### DIRECTIONS
Copy exactly. Begin with the line that contains "wrist: (449, 358)" and stop after the last line of the records.

### RAW DATA
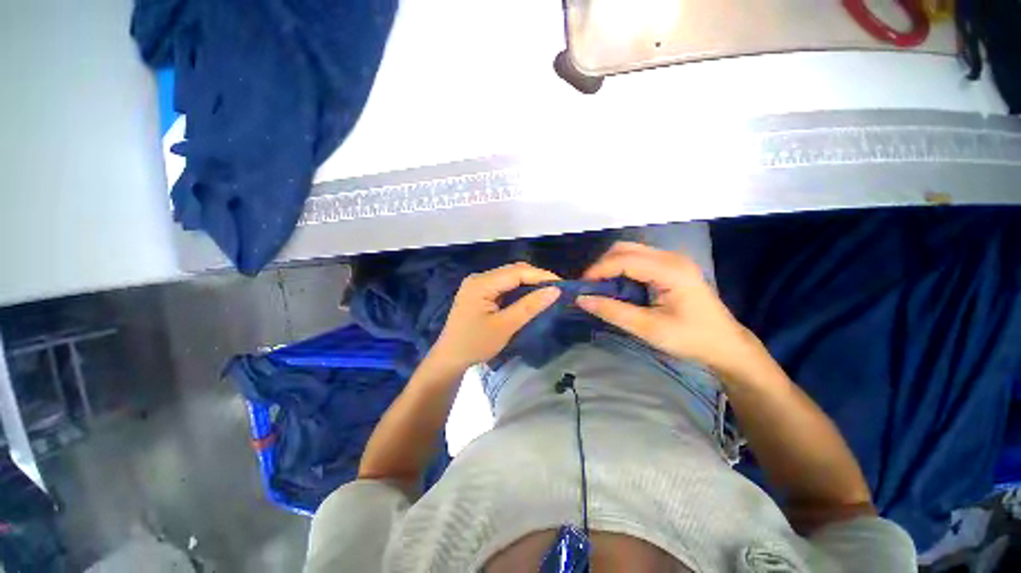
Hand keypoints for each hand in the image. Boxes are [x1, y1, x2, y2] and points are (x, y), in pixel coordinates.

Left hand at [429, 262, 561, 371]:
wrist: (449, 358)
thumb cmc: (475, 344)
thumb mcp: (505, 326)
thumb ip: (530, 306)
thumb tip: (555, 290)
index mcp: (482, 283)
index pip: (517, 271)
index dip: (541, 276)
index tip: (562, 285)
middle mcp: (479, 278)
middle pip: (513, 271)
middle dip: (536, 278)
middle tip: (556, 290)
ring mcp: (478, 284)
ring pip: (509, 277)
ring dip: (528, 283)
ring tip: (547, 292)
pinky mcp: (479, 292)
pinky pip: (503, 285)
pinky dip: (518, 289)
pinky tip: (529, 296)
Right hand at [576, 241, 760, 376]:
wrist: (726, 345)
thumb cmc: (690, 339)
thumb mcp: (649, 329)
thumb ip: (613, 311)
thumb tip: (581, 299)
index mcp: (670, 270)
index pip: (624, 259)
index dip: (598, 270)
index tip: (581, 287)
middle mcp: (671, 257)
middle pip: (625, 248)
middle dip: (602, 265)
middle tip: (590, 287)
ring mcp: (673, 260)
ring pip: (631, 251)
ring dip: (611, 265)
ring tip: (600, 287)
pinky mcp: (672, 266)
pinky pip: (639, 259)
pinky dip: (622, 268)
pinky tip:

### RESPONSE BOX
wrist: (449, 358)
thumb cmc: (475, 344)
thumb mcp: (505, 326)
thumb ip: (530, 306)
thumb tip: (555, 290)
index mcp: (482, 283)
index pip: (517, 271)
index dip: (541, 276)
index tip: (562, 285)
middle mcp: (479, 278)
middle pip: (513, 271)
middle dip: (536, 278)
middle tip: (556, 290)
ring mcp: (478, 284)
ring pip: (509, 277)
ring dip: (528, 283)
ring tip: (547, 292)
pinky mcp: (479, 292)
pinky pip: (503, 285)
pinky dip: (518, 289)
pinky tip: (529, 296)
Right hand at [576, 241, 760, 376]:
wrist: (726, 345)
thumb cmc: (690, 339)
thumb mcp: (649, 329)
thumb ip: (613, 311)
thumb tip: (581, 299)
index mcp: (670, 270)
index pip: (624, 259)
index dip: (598, 270)
index tip: (581, 287)
middle mcp: (671, 257)
middle pip: (625, 248)
middle dip: (602, 265)
middle tip: (590, 287)
ring mcp: (673, 260)
ring pip: (631, 251)
ring dip: (611, 265)
ring tip: (600, 287)
pinky mcp: (672, 266)
pinky pip: (639, 259)
pinky dip: (622, 268)
pinky tip:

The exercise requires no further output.